**Work instructions:** As the output, give exactly the lines that run from the one with "index dip: (1201, 837)" through the end of the records below, and omit pictures.

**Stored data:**
::::::::::
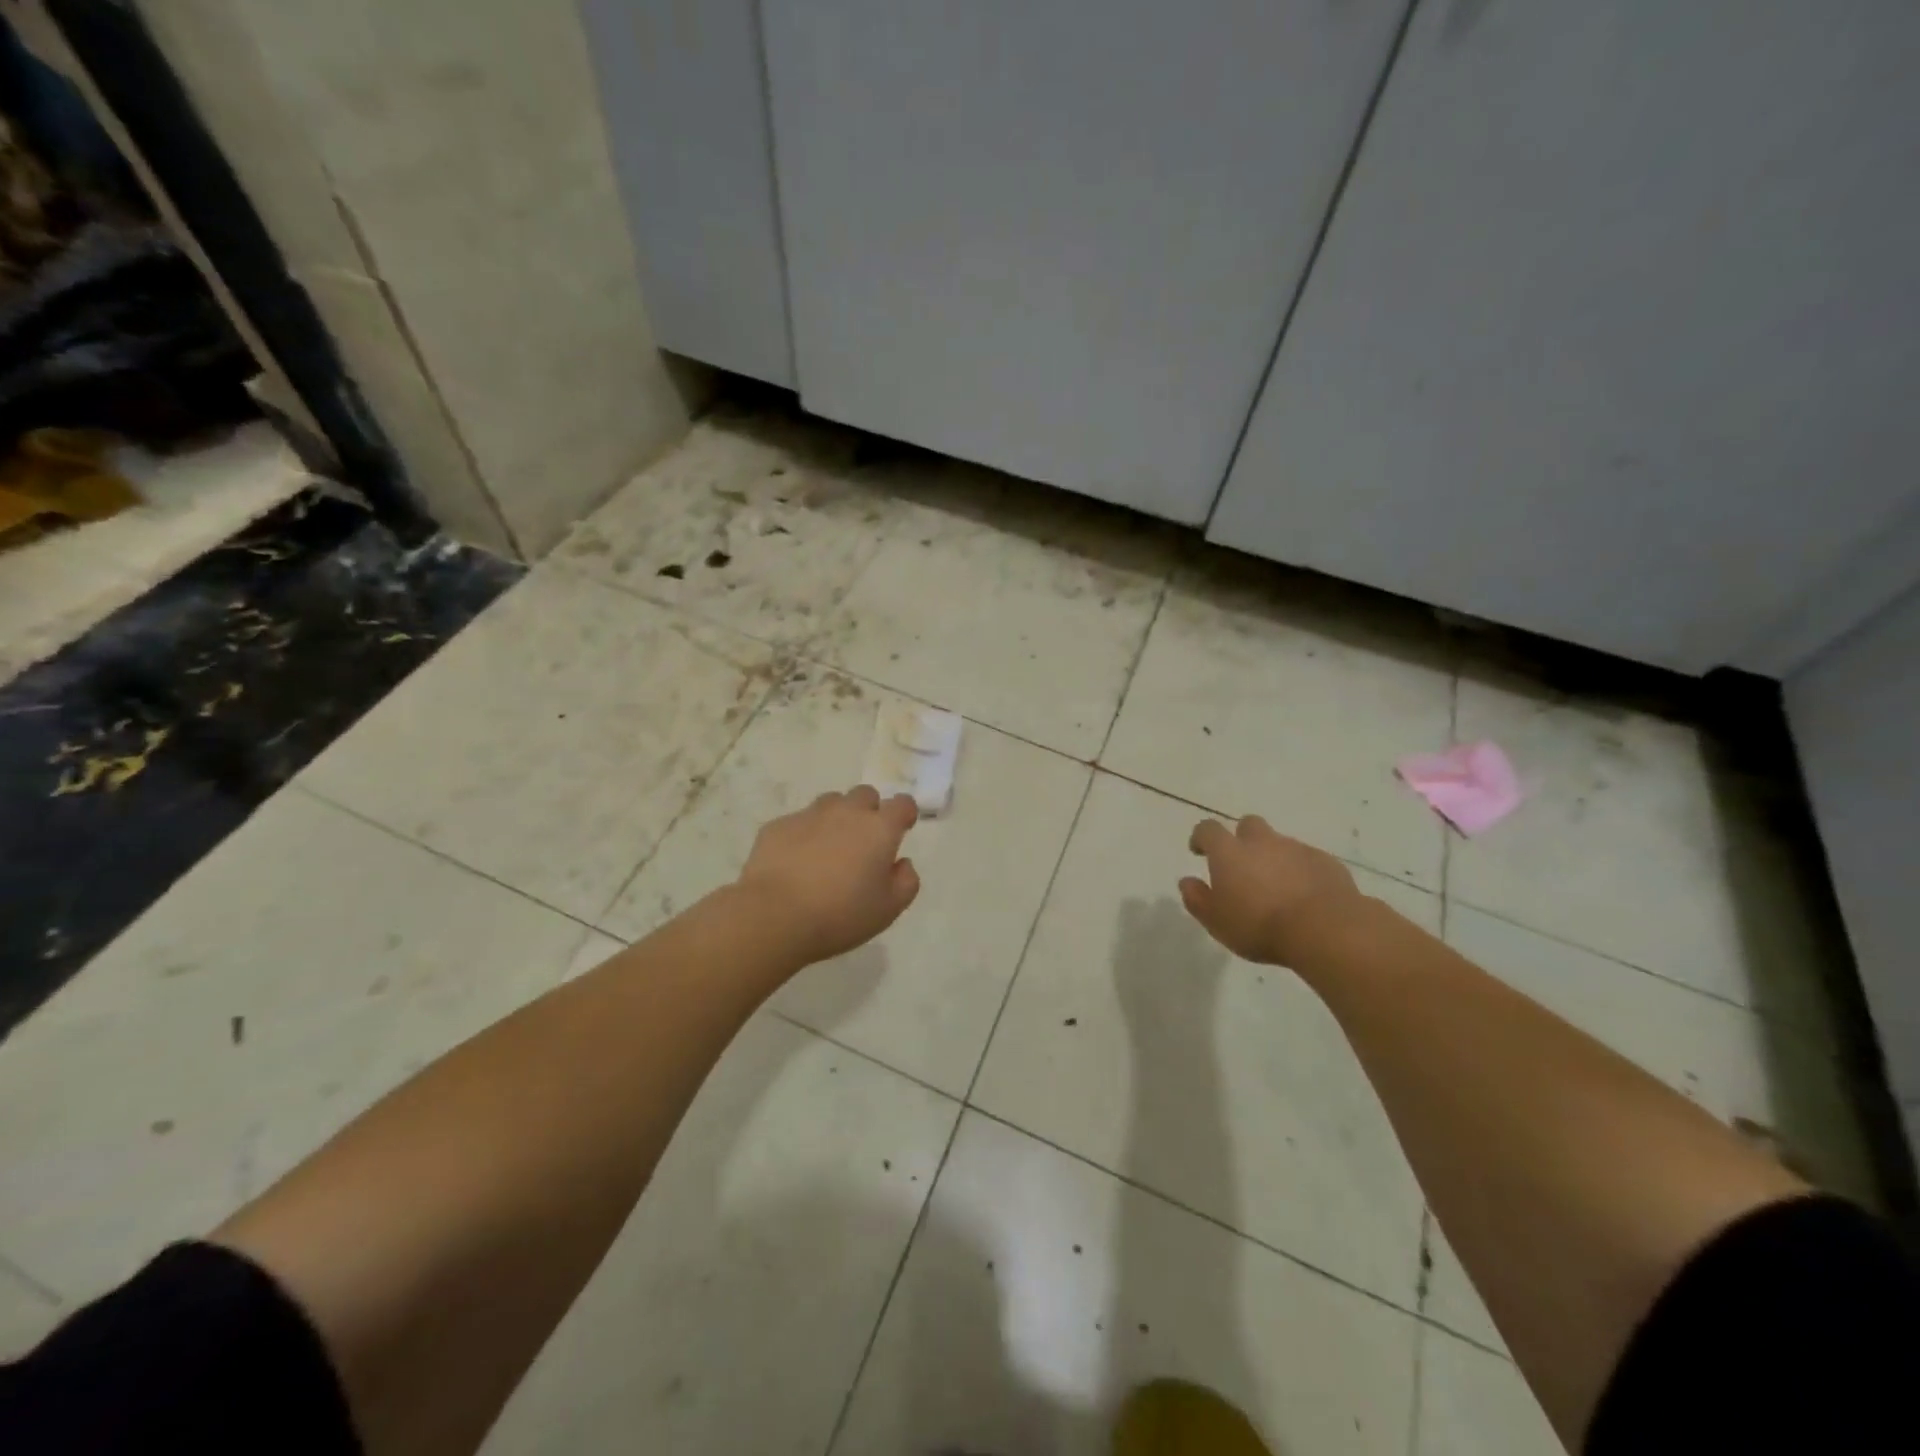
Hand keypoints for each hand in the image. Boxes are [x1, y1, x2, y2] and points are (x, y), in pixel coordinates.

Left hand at [736, 786, 922, 963]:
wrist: (773, 916)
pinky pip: (798, 822)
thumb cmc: (840, 914)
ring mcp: (809, 815)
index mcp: (879, 829)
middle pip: (865, 795)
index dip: (905, 814)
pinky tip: (796, 863)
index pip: (902, 804)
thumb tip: (902, 863)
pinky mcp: (778, 826)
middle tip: (863, 843)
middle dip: (869, 811)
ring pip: (831, 803)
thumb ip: (906, 882)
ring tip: (828, 850)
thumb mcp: (888, 909)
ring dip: (836, 819)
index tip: (902, 829)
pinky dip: (804, 835)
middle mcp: (846, 812)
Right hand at [1179, 815, 1367, 965]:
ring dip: (1274, 857)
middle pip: (1248, 826)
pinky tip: (1304, 895)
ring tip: (1276, 887)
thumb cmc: (1260, 926)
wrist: (1325, 929)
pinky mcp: (1325, 862)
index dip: (1201, 837)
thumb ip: (1197, 899)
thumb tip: (1186, 882)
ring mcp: (1296, 849)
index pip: (1207, 829)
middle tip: (1243, 866)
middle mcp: (1261, 842)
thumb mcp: (1216, 921)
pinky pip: (1307, 859)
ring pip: (1280, 843)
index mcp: (1229, 852)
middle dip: (1242, 839)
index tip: (1199, 851)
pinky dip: (1301, 871)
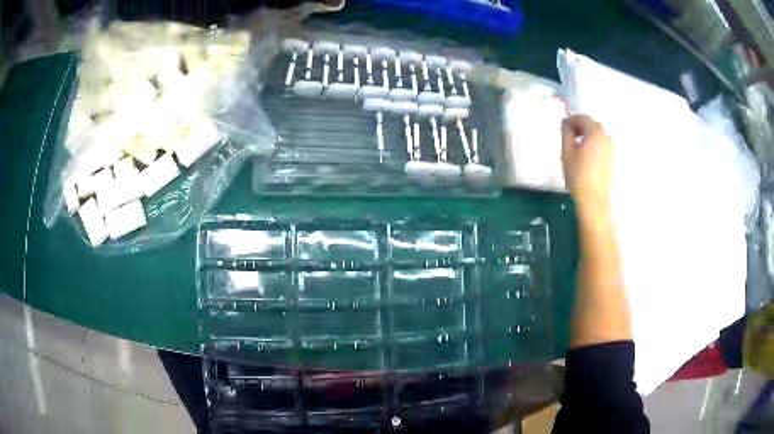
::::::::::
**Completed task:**
index dip: (1201, 837)
thumb ip: (1197, 899)
thumb tip: (1186, 882)
ring mcp: (1296, 849)
index pip: (1207, 829)
middle tip: (1243, 866)
middle mcp: (1261, 842)
thumb mcp: (1216, 921)
pinky pip: (1307, 859)
ring pip: (1280, 843)
index mcp: (1229, 852)
middle dip: (1242, 839)
index tip: (1199, 851)
pinky dip: (1301, 871)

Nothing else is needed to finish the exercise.